Thanks for your comment athowes. I appreciate your point that I could have done more in the post to justify this “binary” of good and optimal.
Though the simulated minds scenario I described seems at first to be pretty much optimal, it could be much larger if you thought it would last for many more years. Given large enough uncertainty about future technology, maybe seeking to identify the optimal future is impossible.
I think your resources, value and efficiency model is really interesting. My intuition is that values is the limiting factor. I can believe there are pretty strong forces that mean that humanity will eventually end up optimising resources and efficiency, but less confident values will converge to the best ones over time. This probably depends on whether you think a singleton will form at some point, and then it feels like the limit is how good the values of the singleton are.
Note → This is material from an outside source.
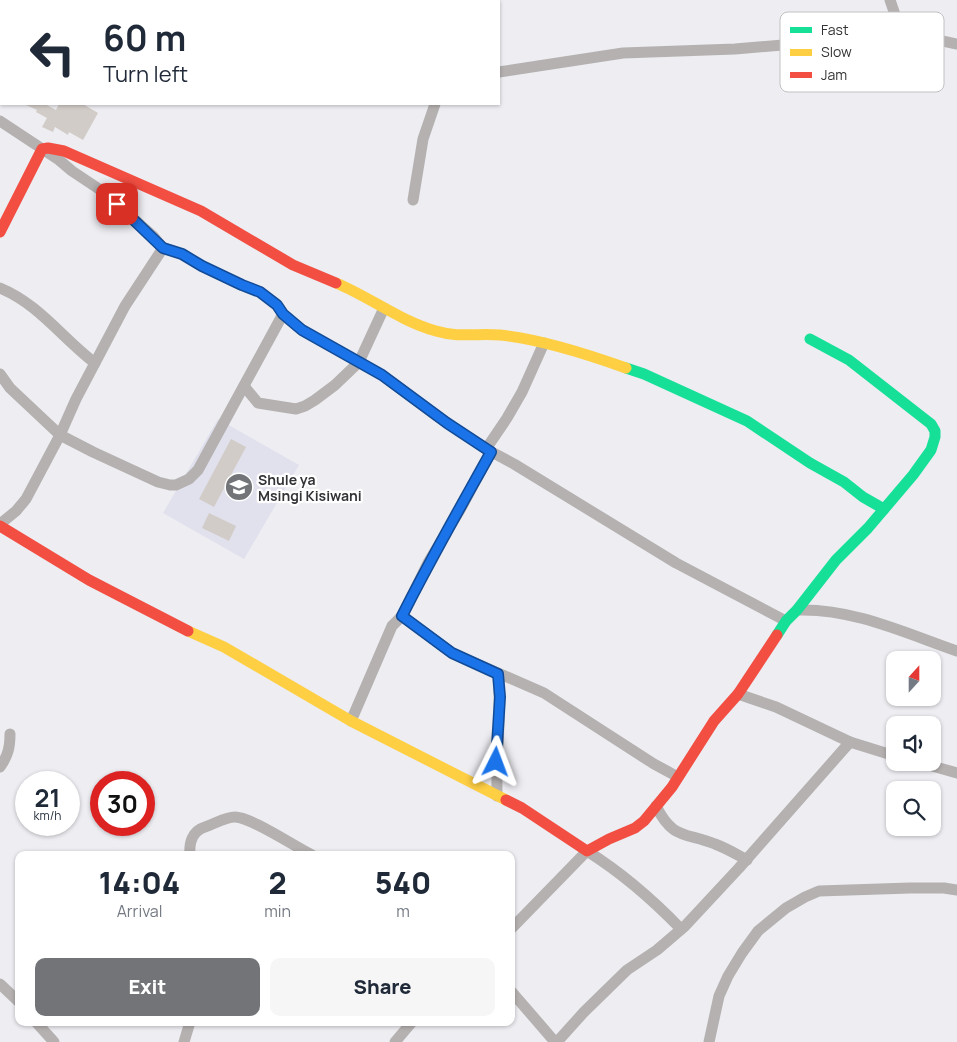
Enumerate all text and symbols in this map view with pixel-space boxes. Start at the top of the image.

Thank you very much for this post, I found it very interesting. I remember reading the original paper and feeling a bit confused by it. It’s not too fresh in my mind so I don’t feel too able to try to defend it. I appreciate you highlighting how the method they use to estimate f_l is unique and drives their main result.
A range of 0.01 to 1 for fl in your preferred model seems surprisingly high to me, though I don’t understand the Lineweaver Davis paper well enough to really comment on its result which I think your range is based on. I think they mention how their approach leaves uncertainty in n_e as to what counts as a terrestrial planet. I wonder if most estimates of any one parameter have a tendency to shift uncertainty onto other parameters, so that when combining individual estimates of each of parameter you end up with an unrealistically certain result.